Реплика еще больше подхлестнула Таймураза. Он закружил в танце так, что полы черкески стали захлестывать ноги. Изловчившись, он с разбега проехал на коленях, оставляя след на траве, добрых два метра, мгновенно вскочил на носки и опять оказался лицом к лицу со своей мучительницей Мадиной. Это уже переросло шутку. Смех стал стихать. Таймураз терпеливо ждал.
— Или вытащишь ее в круг, или век тебе носить вместо шапки женский платок, — сказал Батырбек гневно и громко, так, что все услышали. Он переживал за брата и не вынес бы срама от такого поражения.
— Не позорь его, сестра! — взмолилась чуть не плача Зарема. — Взгляни на лицо, как страдает!
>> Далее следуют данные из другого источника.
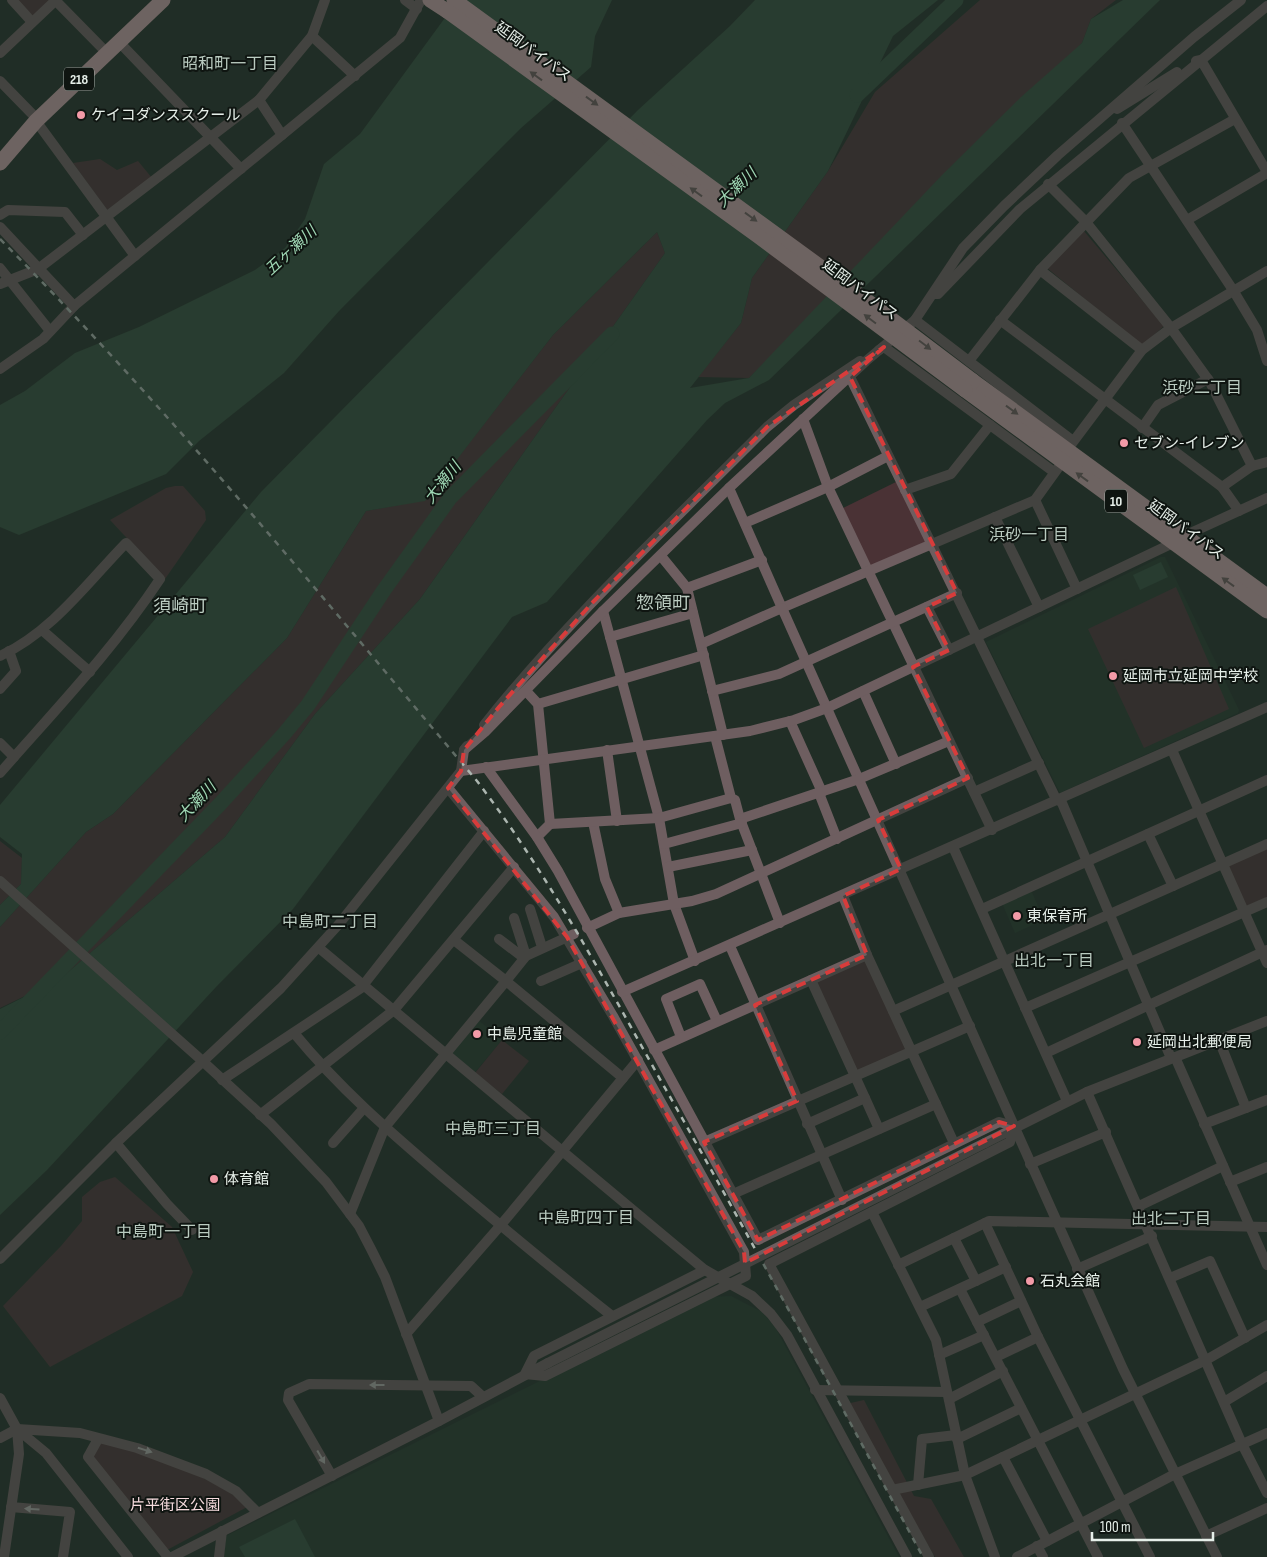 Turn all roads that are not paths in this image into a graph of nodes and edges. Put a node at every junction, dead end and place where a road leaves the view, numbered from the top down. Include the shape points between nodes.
1 (12, 0) edge
2 (56, 0) edge
3 (163, 0) edge
4 (325, 0) edge
5 (405, 0) edge
6 (430, 0) edge
7 (454, 0) edge
8 (1241, 0) edge
9 (419, 4) edge
10 (1267, 6) edge
11 (32, 22) junction
12 (312, 36) junction
13 (119, 42) junction
14 (0, 53) edge
15 (107, 54) junction
16 (1201, 60) junction
17 (355, 76) junction
18 (0, 81) edge
19 (259, 100) junction
20 (1109, 110) junction
21 (1235, 119) junction
22 (37, 120) junction
23 (1122, 123) junction
24 (282, 135) junction
25 (211, 138) junction
26 (0, 163) edge
27 (1152, 166) junction
28 (241, 169) junction
29 (1267, 172) edge
30 (1048, 184) junction
31 (0, 215) edge
32 (108, 217) junction
33 (1187, 220) junction
34 (1085, 221) junction
35 (0, 227) edge
36 (83, 235) junction
37 (135, 256) junction
38 (0, 268) edge
39 (38, 269) junction
40 (1040, 270) junction
41 (1267, 271) edge
42 (5, 282) edge
43 (1233, 290) junction
44 (932, 294) junction
45 (74, 306) junction
46 (915, 320) junction
47 (1000, 320) junction
48 (1171, 328) junction
49 (50, 331) junction
50 (884, 347) junction
51 (1142, 350) junction
52 (969, 361) junction
53 (1267, 361) edge
54 (0, 369) edge
55 (850, 377) junction
56 (1208, 379) junction
57 (969, 385) junction
58 (1106, 400) junction
59 (803, 419) junction
60 (990, 425) junction
61 (1142, 428) junction
62 (888, 456) junction
63 (1064, 456) junction
64 (1267, 462) edge
65 (1252, 466) junction
66 (828, 487) junction
67 (1222, 487) junction
68 (729, 488) junction
69 (905, 490) junction
70 (1267, 498) edge
71 (1035, 500) junction
72 (1240, 511) junction
73 (995, 517) junction
74 (745, 524) junction
75 (1178, 539) junction
76 (932, 544) junction
77 (661, 556) junction
78 (762, 560) junction
79 (868, 570) junction
80 (687, 588) junction
81 (1077, 589) junction
82 (957, 593) junction
83 (1267, 596) edge
84 (927, 607) junction
85 (1039, 607) junction
86 (782, 608) junction
87 (603, 611) junction
88 (1267, 611) edge
89 (693, 613) junction
90 (892, 623) junction
91 (42, 630) junction
92 (610, 637) junction
93 (977, 637) junction
94 (703, 649) junction
95 (949, 650) junction
96 (5, 654) edge
97 (805, 661) junction
98 (913, 667) junction
99 (90, 672) junction
100 (622, 679) junction
101 (0, 689) edge
102 (712, 691) junction
103 (526, 692) junction
104 (863, 692) junction
105 (538, 704) junction
106 (1267, 707) edge
107 (827, 708) junction
108 (790, 721) junction
109 (719, 735) junction
110 (948, 740) junction
111 (0, 743) edge
112 (640, 746) junction
113 (464, 750) junction
114 (607, 750) junction
115 (1172, 750) junction
116 (14, 757) junction
117 (545, 758) junction
118 (1038, 763) junction
119 (896, 764) junction
120 (486, 767) junction
121 (461, 772) junction
122 (0, 773) edge
123 (968, 778) junction
124 (859, 779) junction
125 (1267, 780) edge
126 (448, 788) junction
127 (820, 792) junction
128 (974, 792) junction
129 (731, 798) junction
130 (1058, 800) junction
131 (1200, 811) junction
132 (660, 818) junction
133 (878, 820) junction
134 (617, 821) junction
135 (741, 821) junction
136 (593, 822) junction
137 (550, 824) junction
138 (992, 830) junction
139 (484, 831) junction
140 (1148, 834) junction
141 (537, 837) junction
142 (837, 839) junction
143 (664, 844) junction
144 (1267, 844) edge
145 (953, 846) junction
146 (752, 850) junction
147 (1087, 862) junction
148 (1223, 864) junction
149 (514, 867) junction
150 (668, 867) junction
151 (901, 869) junction
152 (761, 874) junction
153 (0, 881) edge
154 (1173, 886) junction
155 (843, 896) junction
156 (1267, 902) edge
157 (674, 904) junction
158 (982, 909) junction
159 (530, 910) dead end
160 (1244, 912) junction
161 (619, 914) junction
162 (1110, 914) junction
163 (514, 918) dead end
164 (780, 923) junction
165 (588, 928) junction
166 (570, 935) junction
167 (499, 939) dead end
168 (454, 940) junction
169 (730, 946) junction
170 (542, 947) junction
171 (319, 948) junction
172 (1265, 951) edge
173 (867, 955) junction
174 (525, 957) junction
175 (694, 961) junction
176 (1005, 961) junction
177 (582, 963) junction
178 (1130, 963) junction
179 (1267, 963) edge
180 (811, 980) junction
181 (506, 981) junction
182 (541, 982) dead end
183 (951, 984) junction
184 (364, 985) junction
185 (622, 992) junction
186 (755, 1005) junction
187 (1148, 1005) junction
188 (1026, 1008) junction
189 (394, 1010) junction
190 (893, 1011) junction
191 (718, 1021) junction
192 (1267, 1021) edge
193 (970, 1026) junction
194 (294, 1033) junction
195 (681, 1037) junction
196 (1219, 1040) junction
197 (654, 1050) junction
198 (912, 1052) junction
199 (1046, 1053) junction
200 (445, 1054) junction
201 (1173, 1057) junction
202 (200, 1060) junction
203 (638, 1060) junction
204 (321, 1066) junction
205 (855, 1076) junction
206 (623, 1078) junction
207 (222, 1080) junction
208 (1087, 1092) junction
209 (865, 1098) junction
210 (1067, 1100) junction
211 (1267, 1100) edge
212 (797, 1101) junction
213 (936, 1104) junction
214 (364, 1108) junction
215 (1246, 1108) junction
216 (260, 1115) junction
217 (807, 1124) junction
218 (1204, 1124) junction
219 (1014, 1126) junction
220 (385, 1127) junction
221 (879, 1129) junction
222 (1106, 1132) junction
223 (704, 1142) junction
224 (116, 1143) junction
225 (333, 1143) dead end
226 (954, 1143) junction
227 (563, 1152) junction
228 (822, 1155) junction
229 (1030, 1164) junction
230 (1223, 1166) junction
231 (1267, 1167) edge
232 (1230, 1182) junction
233 (732, 1194) junction
234 (842, 1200) junction
235 (1139, 1206) junction
236 (872, 1212) junction
237 (350, 1214) junction
238 (1056, 1222) junction
239 (985, 1223) junction
240 (1147, 1225) junction
241 (500, 1226) junction
242 (1250, 1226) junction
243 (1267, 1227) edge
244 (192, 1230) dead end
245 (1152, 1236) junction
246 (954, 1238) junction
247 (0, 1259) edge
248 (898, 1265) junction
249 (1267, 1265) edge
250 (1006, 1267) junction
251 (1077, 1269) junction
252 (705, 1270) junction
253 (1170, 1278) junction
254 (976, 1281) junction
255 (730, 1284) junction
256 (960, 1288) junction
257 (1020, 1301) junction
258 (920, 1308) junction
259 (612, 1316) junction
260 (977, 1322) junction
261 (1267, 1325) edge
262 (406, 1334) junction
263 (984, 1335) junction
264 (1038, 1337) junction
265 (1246, 1338) junction
266 (940, 1355) junction
267 (996, 1357) junction
268 (1206, 1360) junction
269 (1003, 1371) junction
270 (525, 1374) junction
271 (1267, 1376) edge
272 (426, 1385) junction
273 (815, 1390) junction
274 (838, 1391) junction
275 (1135, 1395) junction
276 (948, 1396) junction
277 (0, 1398) edge
278 (483, 1398) junction
279 (1224, 1402) junction
280 (1021, 1408) junction
281 (439, 1421) junction
282 (1081, 1421) junction
283 (17, 1429) junction
284 (1267, 1433) edge
285 (957, 1437) junction
286 (0, 1438) edge
287 (98, 1439) junction
288 (1038, 1441) junction
289 (1242, 1444) junction
290 (1003, 1457) junction
291 (1175, 1474) junction
292 (965, 1475) junction
293 (332, 1476) junction
294 (918, 1485) junction
295 (1266, 1489) edge
296 (892, 1490) junction
297 (82, 1498) junction
298 (1123, 1502) junction
299 (1267, 1508) edge
300 (66, 1511) junction
301 (258, 1514) junction
302 (7, 1515) edge
303 (1081, 1524) junction
304 (222, 1532) junction
305 (1206, 1536) junction
306 (1042, 1544) junction
307 (4, 1557) edge
308 (64, 1557) edge
309 (128, 1557) edge
310 (168, 1557) edge
311 (172, 1557) edge
312 (219, 1557) edge
313 (907, 1557) edge
314 (929, 1557) edge
315 (995, 1557) edge
316 (1017, 1557) edge
317 (1043, 1557) edge
318 (1098, 1557) edge
319 (1150, 1557) edge
320 (1217, 1557) edge

1 - 11 street
2 - 11 street
2 - 15 street
3 - 13 highway, 218
4 - 12 street
5 - 9 street
57 -> 6 highway, 延岡バイパス / 10, bridge
7 -> 57 highway, 延岡バイパス / 10, bridge via 870,303
8 - 20 street
9 - 17 street via 400,38
10 - 16 street
11 - 14 street
12 - 17 street
12 - 19 street
13 - 15 highway, 218
13 - 25 street
15 - 22 highway, 218
16 - 20 street via 1119,109
16 - 21 street
16 - 23 street
17 - 24 street
18 - 22 street
19 - 24 street
19 - 25 street
20 - 44 street via 963,248
21 - 27 street
21 - 29 street
22 - 26 highway, 218
22 - 32 street
23 - 27 street
23 - 30 street
24 - 28 street
25 - 28 street
25 - 32 street
27 - 33 street
27 - 34 street via 1129,178
28 - 37 street
29 - 33 street
30 - 34 street
30 - 44 street via 992,235 938,294
31 - 36 street via 8,210 65,212
32 - 36 street
32 - 37 street
33 - 43 street
34 - 40 street
34 - 48 street
35 - 39 street
36 - 39 street
37 - 45 street
38 - 42 street
39 - 42 street
39 - 45 street
40 - 47 street
40 - 51 street
41 - 43 street
42 - 49 street
43 - 48 street
43 - 53 street via 1257,330
44 - 46 street
45 - 49 street
46 - 50 street
46 - 52 street
47 - 52 street
47 - 58 street
48 - 51 street
48 - 56 street
49 - 54 street
50 - 55 street
50 - 60 street
50 - 113 street via 794,405 767,427 593,602 524,677
51 - 58 street
52 - 63 street
55 - 59 street
55 - 62 street
56 - 61 street via 1158,405
56 - 65 street
57 - 63 highway, 延岡バイパス / 10
58 - 61 street
58 - 63 street
59 - 66 street
59 - 68 street
60 - 63 street
60 - 69 street via 952,474
61 - 67 street
62 - 66 street
62 - 69 street
63 - 71 street
63 - 75 highway, 延岡バイパス / 10
64 - 65 street
65 - 67 street
66 - 74 street
66 - 79 street
67 - 72 street
68 - 74 street
68 - 77 street
69 - 76 street
70 - 72 street
71 - 73 street
71 - 81 street
72 - 75 street
73 - 76 street
73 - 85 street
74 - 78 street
75 - 81 street
75 - 83 highway, 延岡バイパス / 10
88 -> 75 highway, 延岡バイパス / 10
76 - 79 street
76 - 82 street
77 - 80 street
77 - 87 street
78 - 80 street
78 - 86 street
79 - 86 street
79 - 90 street
80 - 89 street
81 - 85 street
82 - 84 street
82 - 93 street
84 - 90 street
84 - 95 street
85 - 93 street
86 - 94 street
86 - 97 street
87 - 92 street
87 - 103 street
89 - 92 street
89 - 94 street
90 - 97 street
90 - 98 street
91 - 96 street
91 - 99 street
91 - 99 street via 126,543 160,579 129,626
92 - 100 street
93 - 95 street
93 - 118 street
94 - 100 street
94 - 102 street
95 - 98 street
96 - 101 street via 16,671
97 - 102 street via 779,674
97 - 107 street
98 - 104 street
98 - 110 street
99 - 116 street
100 - 105 street
100 - 112 street
102 - 109 street
103 - 105 street
103 - 113 street
104 - 107 street
104 - 119 street
105 - 117 street
106 - 115 street
107 - 108 street
107 - 124 street
108 - 109 street
108 - 127 street
109 - 112 street
109 - 129 street
110 - 119 street
110 - 123 street
111 - 116 street
112 - 114 street
112 - 132 street
113 - 121 street
114 - 117 street
114 - 134 street
115 - 130 street
115 - 131 street
116 - 122 street
117 - 120 street
117 - 137 street
118 - 128 street
118 - 130 street
119 - 124 street
120 - 121 street
120 - 141 street
121 - 126 street
123 - 128 street
123 - 133 street
124 - 127 street
124 - 133 street
125 - 131 street
126 - 139 street
126 - 171 street
127 - 135 street
127 - 142 street
128 - 138 street
129 - 132 street
129 - 135 street via 736,800
130 - 138 street
130 - 147 street
131 - 140 street
131 - 148 street
132 - 134 street
132 - 143 street
133 - 142 street
133 - 151 street
134 - 136 street
135 - 143 street
135 - 146 street
136 - 137 street
136 - 161 street via 605,879
137 - 141 street
138 - 145 street
139 - 149 street
139 - 184 street
140 - 147 street
140 - 154 street
141 - 165 street
142 - 152 street
143 - 150 street
144 - 148 street
145 - 151 street
145 - 158 street
146 - 150 street
146 - 152 street
147 - 158 street
147 - 162 street
148 - 154 street
148 - 160 street
149 - 166 street
149 - 168 street
150 - 157 street
151 - 155 street
151 - 183 street
152 - 157 street via 705,898
152 - 164 street
153 - 202 street
154 - 162 street
155 - 164 street
155 - 173 street
156 - 160 street
157 - 161 street
157 - 175 street
158 - 176 street
159 - 170 street
160 - 172 street
160 - 178 street
161 - 165 street
162 - 176 street
162 - 178 street
163 - 174 street
164 - 169 street
165 - 185 street
166 - 170 street
166 - 177 street
167 - 174 street
168 - 181 street
168 - 189 street
169 - 175 street
169 - 186 street
170 - 174 street
171 - 184 street
171 - 202 street via 281,988
172 - 179 street
172 - 187 street
173 - 180 street
173 - 190 street
174 - 181 street
175 - 185 street
176 - 183 street
176 - 188 street
177 - 182 street
177 - 203 street
178 - 187 street
178 - 188 street
180 - 186 street
180 - 205 street
181 - 200 street
181 - 206 street
183 - 190 street
183 - 193 street
184 - 189 street
184 - 194 street
185 - 197 street
186 - 191 street
186 - 212 street
187 - 199 street
187 - 201 street
188 - 199 street
189 - 200 street
189 - 204 street
190 - 198 street
191 - 195 street
191 - 195 street via 700,984 666,999
192 - 196 street
193 - 198 street
193 - 219 street
194 - 204 street
194 - 207 street
195 - 197 street
196 - 201 street
196 - 215 street
197 - 223 street
198 - 205 street
198 - 213 street
199 - 210 street
200 - 220 street
200 - 227 street
201 - 208 street
201 - 218 street
202 - 207 street
202 - 224 street
203 - 206 street
203 - 255 street via 744,1252 746,1276
204 - 214 street
204 - 216 street
205 - 209 street
205 - 212 street
206 - 227 street
207 - 216 street
208 - 210 street
208 - 222 street
209 - 217 street
209 - 221 street
210 - 219 street
211 - 215 street
212 - 217 street
212 - 223 street
213 - 221 street
213 - 226 street
214 - 220 street
214 - 225 street
215 - 218 street
216 - 237 street via 326,1182
217 - 228 street
218 - 230 street
219 - 226 street via 999,1122
219 - 229 street
219 - 236 street via 1010,1142
219 - 270 street, bridge
220 - 237 street
220 - 241 street
221 - 228 street
222 - 229 street
222 - 235 street
223 - 233 street
224 - 244 street
224 - 247 street
226 - 234 street
227 - 241 street
227 - 252 street
228 - 233 street
228 - 234 street
229 - 238 street
230 - 232 street
230 - 235 street
231 - 232 street
232 - 242 street
233 - 234 street via 758,1240
235 - 240 street
236 - 248 street
236 - 274 street via 769,1264
237 - 262 street via 371,1248
238 - 239 street
238 - 240 street
238 - 251 street
239 - 246 street
239 - 250 street
240 - 242 street
240 - 245 street
241 - 259 street
241 - 262 street
242 - 243 street
242 - 249 street
245 - 251 street
245 - 253 street
246 - 248 street
246 - 254 street
248 - 258 street
250 - 254 street
250 - 257 street
251 - 275 street
252 - 255 street
252 - 259 street
253 - 265 street via 1210,1261
253 - 268 street
254 - 256 street
255 - 270 street via 545,1376
255 - 273 street via 752,1296 771,1314 787,1335
256 - 258 street
256 - 260 street
257 - 260 street
257 - 264 street
258 - 266 street
259 - 270 street via 534,1356
260 - 263 street
261 - 265 street
262 - 272 street
263 - 266 street
263 - 267 street
264 - 267 street
264 - 282 street
265 - 268 street
266 - 276 street
267 - 269 street
268 - 275 street
268 - 279 street
269 - 276 street
269 - 280 street
270 - 278 street
271 - 279 street
272 - 278 street via 471,1386
272 - 281 street
272 -> 293 street via 308,1384 290,1393 288,1400
273 - 274 street
273 - 313 street
274 - 276 street
274 - 296 street
275 - 282 street
275 - 291 street
276 - 285 street
277 - 283 street
278 - 281 street
279 - 289 street
280 - 285 street
280 - 288 street
281 - 293 street
282 - 288 street
282 - 298 street
283 - 286 street
283 - 287 street via 80,1433
283 - 297 street via 46,1453
283 - 302 street via 19,1454
284 - 289 street
285 - 292 street
285 - 294 street via 922,1439
287 -> 301 street via 137,1448 206,1474 236,1491
287 - 310 street via 88,1456
288 - 290 street
288 - 303 street
289 - 291 street
289 - 295 street
290 - 292 street
290 - 306 street
291 - 298 street
291 - 305 street
292 - 294 street
292 - 315 street
293 - 301 street
294 - 296 street
296 - 314 street
297 - 300 street
297 - 309 street
298 - 303 street
298 - 319 street
299 - 305 street
300 -> 302 street
300 - 308 street via 70,1512
301 - 304 street
302 - 307 street
303 - 306 street
303 - 318 street
304 - 311 street
304 - 312 street
305 - 320 street
306 - 316 street
306 - 317 street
— Приятней видеть не лицо, а спину незваного гостя! — сердито произнесла Таира.
Мадина посмотрела на Таймураза и растерялась — он... улыбался! Опять улыбался! А глаза? В них застыл ужас! Ой какой гордый... Откажу ему сейчас, он и в четвертый, и в пятый, и в шестой раз остановится передо мною. Не поймет, если даже скажут, что за девушкой остается право выбора: хочет — идет танцевать, не хочет — не идет. Тут для него вопрос чести и жизни.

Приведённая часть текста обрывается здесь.